The menu is fairly limited, with only 14 or 15 items (side dishes included) on each side. Among the traditional dishes you’ll find the grilled meat known as bulgogi ($10), braised chicken Andong-style ($11), the rice dish bibimbop ($10) and japache noodles ($7). The chef puts his modern twists on the beef and pork bulgogi as well as the bibimbop, offering them in sliders, tacos and a salad, respectively. His modern dishes also include caramelized scallops with fried sesame leaf, crown daisy oil and chili sauce ($10) and honey chicken wings with roasted nuts ($10).
I’ve tried two of the traditional dishes. A side of deep-fried rice cakes ($3) was a skewer of five small cylinders, crispy on the outside and gummy in the center, topped with a sweet and spicy red sauce. Imagine Japanese mochi ice cream, without the ice cream, but with a nice dose of heat. An order of pan-seared salmon was crispy and brown on the outside, but still moist and tender in the middle. The fish itself was a bit bland, but the kimchi risotto with creamy hot pepper sauce offered a nice blend of flavors that complemented it well.

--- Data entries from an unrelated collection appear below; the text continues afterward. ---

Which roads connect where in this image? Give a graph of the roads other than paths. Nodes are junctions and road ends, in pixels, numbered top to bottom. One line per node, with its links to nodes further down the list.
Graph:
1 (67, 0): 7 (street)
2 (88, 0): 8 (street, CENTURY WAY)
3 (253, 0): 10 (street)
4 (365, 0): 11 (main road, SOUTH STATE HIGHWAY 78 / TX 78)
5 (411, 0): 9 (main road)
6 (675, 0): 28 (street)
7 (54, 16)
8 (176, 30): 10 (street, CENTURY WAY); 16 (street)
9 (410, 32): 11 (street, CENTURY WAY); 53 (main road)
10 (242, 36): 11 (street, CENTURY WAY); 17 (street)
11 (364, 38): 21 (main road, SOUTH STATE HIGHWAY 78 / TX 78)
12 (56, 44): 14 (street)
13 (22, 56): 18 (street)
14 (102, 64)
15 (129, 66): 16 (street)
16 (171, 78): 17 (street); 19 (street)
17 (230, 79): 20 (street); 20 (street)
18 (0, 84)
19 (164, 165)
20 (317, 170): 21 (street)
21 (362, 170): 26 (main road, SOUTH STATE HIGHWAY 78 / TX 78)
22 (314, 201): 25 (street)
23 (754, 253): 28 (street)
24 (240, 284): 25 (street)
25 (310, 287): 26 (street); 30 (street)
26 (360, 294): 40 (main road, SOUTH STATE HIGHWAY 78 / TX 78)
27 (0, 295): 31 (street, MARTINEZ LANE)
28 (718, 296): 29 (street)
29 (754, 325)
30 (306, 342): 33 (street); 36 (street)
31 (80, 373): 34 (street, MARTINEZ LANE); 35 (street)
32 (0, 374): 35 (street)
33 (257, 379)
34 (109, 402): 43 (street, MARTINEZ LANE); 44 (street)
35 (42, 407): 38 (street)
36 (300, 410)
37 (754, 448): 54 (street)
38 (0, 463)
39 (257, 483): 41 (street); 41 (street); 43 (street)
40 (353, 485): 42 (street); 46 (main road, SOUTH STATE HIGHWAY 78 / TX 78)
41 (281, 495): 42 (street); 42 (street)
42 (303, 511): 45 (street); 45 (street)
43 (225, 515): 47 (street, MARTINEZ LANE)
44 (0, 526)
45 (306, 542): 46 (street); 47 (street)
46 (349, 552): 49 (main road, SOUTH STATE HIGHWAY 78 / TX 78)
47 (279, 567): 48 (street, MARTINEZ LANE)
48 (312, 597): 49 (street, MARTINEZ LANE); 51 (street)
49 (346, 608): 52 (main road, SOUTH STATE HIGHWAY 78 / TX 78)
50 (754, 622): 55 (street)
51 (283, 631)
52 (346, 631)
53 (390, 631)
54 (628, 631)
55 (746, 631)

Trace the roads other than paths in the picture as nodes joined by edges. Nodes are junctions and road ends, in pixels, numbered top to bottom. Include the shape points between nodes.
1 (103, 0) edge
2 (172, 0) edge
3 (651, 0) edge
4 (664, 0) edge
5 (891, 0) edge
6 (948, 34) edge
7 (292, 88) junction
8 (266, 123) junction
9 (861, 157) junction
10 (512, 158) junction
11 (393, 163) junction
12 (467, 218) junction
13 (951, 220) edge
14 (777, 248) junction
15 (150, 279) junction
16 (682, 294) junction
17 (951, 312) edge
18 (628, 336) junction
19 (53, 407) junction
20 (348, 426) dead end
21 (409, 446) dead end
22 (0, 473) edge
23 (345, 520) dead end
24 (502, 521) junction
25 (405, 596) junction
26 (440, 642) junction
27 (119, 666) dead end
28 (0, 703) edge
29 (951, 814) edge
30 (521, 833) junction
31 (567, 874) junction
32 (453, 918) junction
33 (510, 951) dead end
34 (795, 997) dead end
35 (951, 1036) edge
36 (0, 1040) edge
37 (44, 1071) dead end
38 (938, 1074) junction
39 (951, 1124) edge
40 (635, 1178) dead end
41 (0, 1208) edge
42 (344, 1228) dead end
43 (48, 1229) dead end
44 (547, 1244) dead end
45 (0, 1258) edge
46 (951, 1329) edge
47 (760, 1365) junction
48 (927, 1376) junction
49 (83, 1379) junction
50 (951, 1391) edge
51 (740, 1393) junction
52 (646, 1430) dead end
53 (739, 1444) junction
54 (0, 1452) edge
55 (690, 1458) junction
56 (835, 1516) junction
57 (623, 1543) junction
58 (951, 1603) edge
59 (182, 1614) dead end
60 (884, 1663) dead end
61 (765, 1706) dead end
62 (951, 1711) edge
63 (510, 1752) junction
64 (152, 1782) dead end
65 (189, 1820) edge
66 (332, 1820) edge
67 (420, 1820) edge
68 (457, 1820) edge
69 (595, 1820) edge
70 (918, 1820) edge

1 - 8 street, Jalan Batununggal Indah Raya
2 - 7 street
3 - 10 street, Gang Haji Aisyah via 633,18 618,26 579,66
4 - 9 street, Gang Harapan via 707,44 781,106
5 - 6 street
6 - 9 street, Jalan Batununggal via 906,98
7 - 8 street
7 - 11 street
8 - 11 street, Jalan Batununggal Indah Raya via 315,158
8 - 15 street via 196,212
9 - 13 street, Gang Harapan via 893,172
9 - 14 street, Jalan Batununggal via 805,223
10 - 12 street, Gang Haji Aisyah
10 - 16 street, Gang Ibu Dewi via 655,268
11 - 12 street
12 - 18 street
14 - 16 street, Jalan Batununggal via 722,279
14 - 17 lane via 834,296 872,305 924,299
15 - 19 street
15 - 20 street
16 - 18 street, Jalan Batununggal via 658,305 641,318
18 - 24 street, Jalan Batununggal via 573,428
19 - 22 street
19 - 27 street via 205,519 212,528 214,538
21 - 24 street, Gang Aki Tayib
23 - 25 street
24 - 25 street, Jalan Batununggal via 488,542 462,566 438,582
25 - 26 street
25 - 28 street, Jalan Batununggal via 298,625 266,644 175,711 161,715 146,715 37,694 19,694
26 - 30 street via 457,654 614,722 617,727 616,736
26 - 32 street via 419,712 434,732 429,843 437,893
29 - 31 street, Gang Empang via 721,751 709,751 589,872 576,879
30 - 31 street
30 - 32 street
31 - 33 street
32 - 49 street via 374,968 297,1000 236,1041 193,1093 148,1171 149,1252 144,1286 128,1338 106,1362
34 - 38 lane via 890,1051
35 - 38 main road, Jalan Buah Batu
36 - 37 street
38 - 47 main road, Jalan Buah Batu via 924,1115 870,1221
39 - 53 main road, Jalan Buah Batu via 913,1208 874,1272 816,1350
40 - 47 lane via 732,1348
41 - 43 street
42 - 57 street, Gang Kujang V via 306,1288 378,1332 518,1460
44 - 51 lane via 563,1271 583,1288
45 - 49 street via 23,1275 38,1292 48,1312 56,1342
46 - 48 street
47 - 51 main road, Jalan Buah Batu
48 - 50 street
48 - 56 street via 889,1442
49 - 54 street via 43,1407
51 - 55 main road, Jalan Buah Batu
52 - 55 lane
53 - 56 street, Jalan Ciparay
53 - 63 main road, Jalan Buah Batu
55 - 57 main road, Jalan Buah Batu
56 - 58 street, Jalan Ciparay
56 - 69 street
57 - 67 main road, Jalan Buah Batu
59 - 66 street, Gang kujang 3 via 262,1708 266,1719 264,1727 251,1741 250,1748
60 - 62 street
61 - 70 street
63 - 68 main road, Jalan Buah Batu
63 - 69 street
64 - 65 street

On the modern side, I had mixed opinions of the beef bulgogi siders ($9) and spicy pork bulgogi tacos. I’m torn: The hotter pork seasoning was a bit more to my liking than the sweeter beef, but I thought the quality and preparation of the beef itself was better than the pig. That said, the tacos were a much greater success. The thin tortilla and just a hint of avocado sour cream, kimchi chutney and spicy ssam sauce really allowed the meat to shine. Unfortunately, the thick slider buns made it hard to really appreciate the beef and other topping on the sandwich. If you’re gonna go with the beef bulgogi, I’d stick with the traditional preparation.
A seared beef-belly salad ($9) was also extremely good. The beef was nicely seasoned and perfectly cooked. And the salad of mixed greens, frisee, red onion, roasted nuts and soy-ssam sauce was quite tasty on its own.
Finally, I had the modern twist on fried chicken ($10). The small crispy nuggets were a little bland, but cooked properly, and the sesame dressing that accompanied them (along with a monstrous pile of scallions), had a nice touch of honey to it.
I’ve had lunch from 9 On the Plate twice — once dining in, the other grabbing takeout. On both occasions, the main dining room was empty, with small parties seated in a side room. Service was friendly and courteous both times. But when I dined in, the kitchen and staff seemed overwhelmed by someone ordering a massive feast in the other room. As a result, my entrée took forever to come, followed by our side dish five minutes later, and my wife’s entrée another five or 10 minutes after that. They clearly realized there was a problem, however, and brought a complimentary beef salad for us to snack on while waiting.
9 On the Plate is a quaint little addition to the neighborhood, offering simple Korean cuisine, and then mixing it up a bit, at a very reasonable price. Despite some problems with the service, it’s definitely worth a visit.